Figure 2. Independent Origin and Convergent Parallel Evolution of Tumors in Patient 1.

Panel A shows coronal magnetic resonance imaging (MRI) of the right and left adrenal glands in Patient 1 (case number, PD36812), with large tumors indicated by white arrows. Panel B shows the phylogenetic origins of the right and left tumors in Patient 1. The patient inherited two pathogenic variants: a truncating missense variant in SMARCA4 from the father and a truncating frameshift CHEK2 variant from the mother. Branches in black depict variants (labeled a through g) in the tumors that were shared with blood. The numbers of substitutions are annotated above the branch, and insertions or deletions (indels) are annotated below the branch. Panel C shows the variant allele frequency (VAF) of the seven mutations present in blood (labeled a through g, as in the phylogenetic tree).

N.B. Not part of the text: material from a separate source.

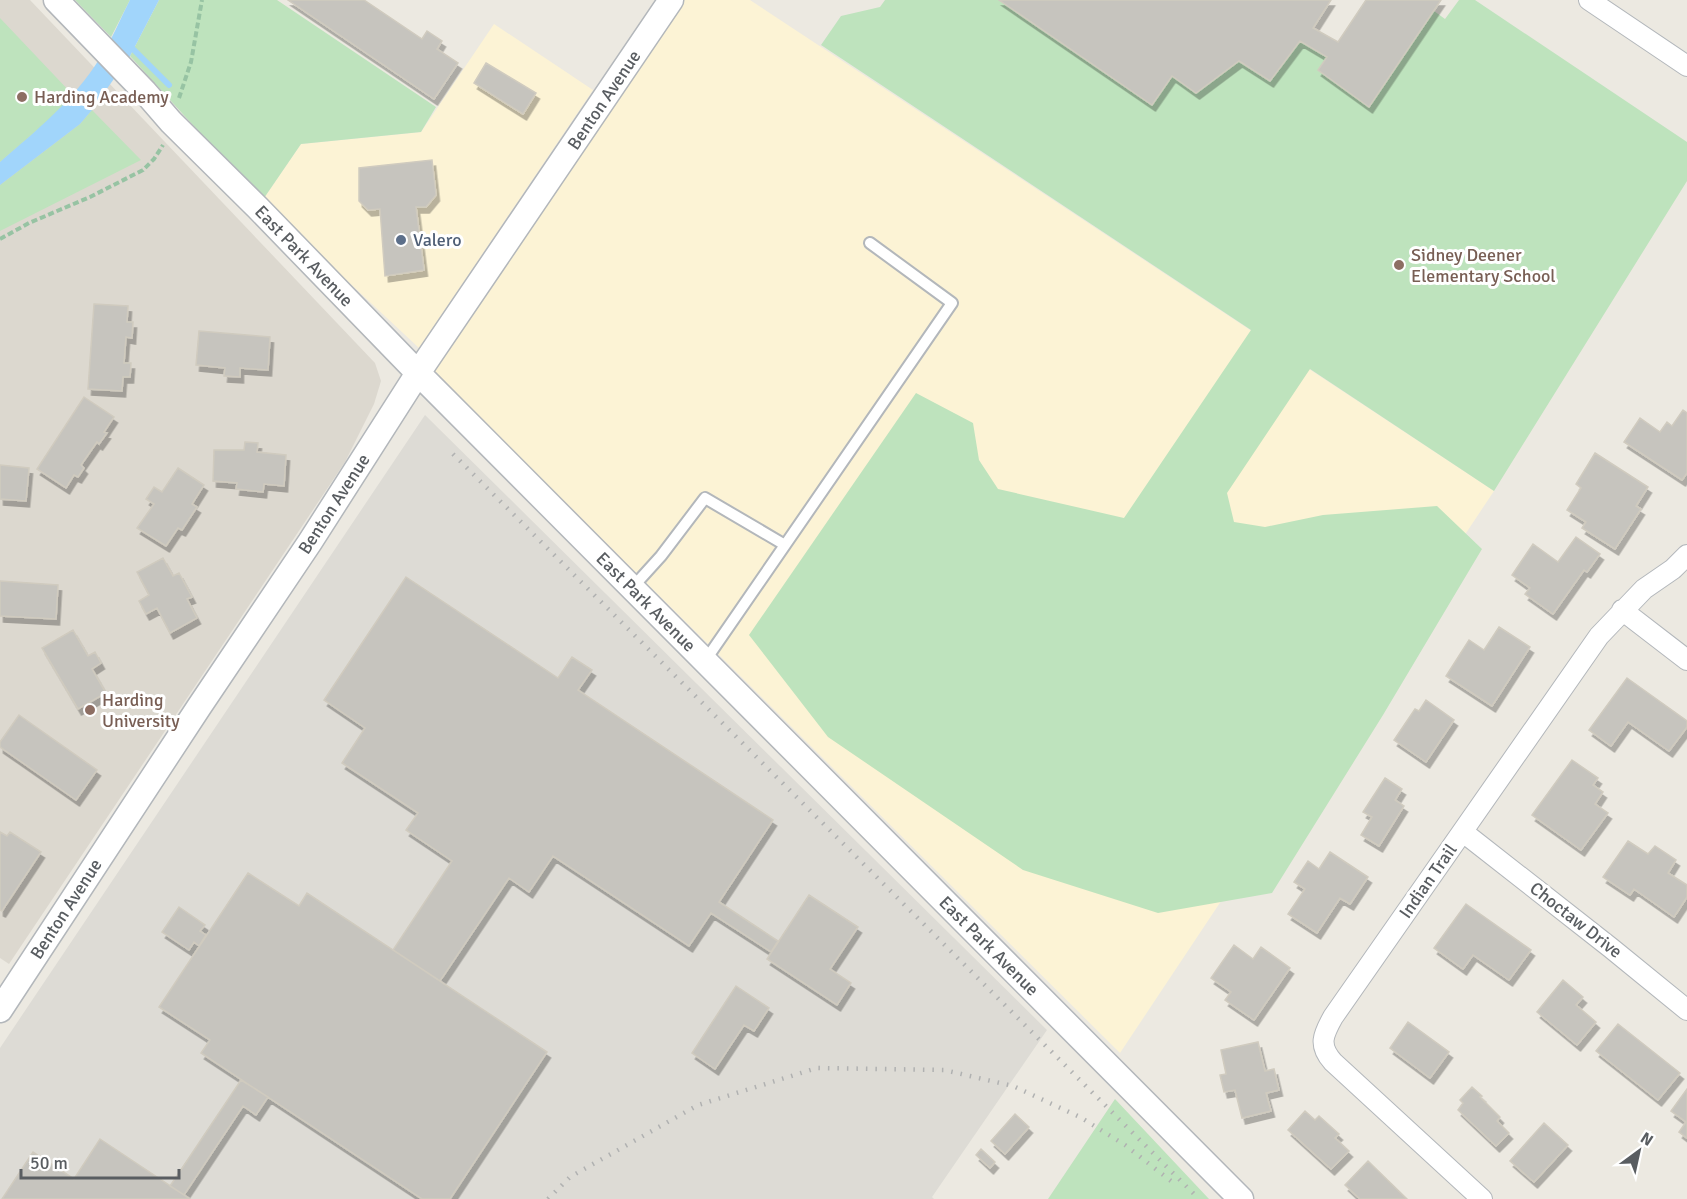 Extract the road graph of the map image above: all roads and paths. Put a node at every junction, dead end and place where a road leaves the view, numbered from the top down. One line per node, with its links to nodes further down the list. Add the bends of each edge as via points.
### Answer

Panel D shows a phased copy-number plot of the left and right adrenal tumors. Breakpoints of structural variants are connected by solid lines. In the right tumor, the dense grouping of solid lines on chromosome 11 is the result of chromothripsis. Panel E shows the timing of the acquisition of copy-number gains from somatic mutations before and after duplication. Gains of maternal chromosomes (chr) are indicated in red and gains of paternal chromosomes in blue. Within each branch, asterisks highlight pairs of rearrangements that are unlikely to have occurred at different time points (P>0.05 by the Poisson test). LOH denotes loss of heterozygosity. Panel F shows the different breakpoints that underlie the loss of heterozygosity of chromosome 19 in the left and right tumors. Only the right tumor shows signs of chromothripsis. Translocations that mediate a loss of heterozygosity on chromosome 19p in the left and right tumors have different chromosomal partners and are located in different genomic positions, as indicated by the numbers below the breakpoints.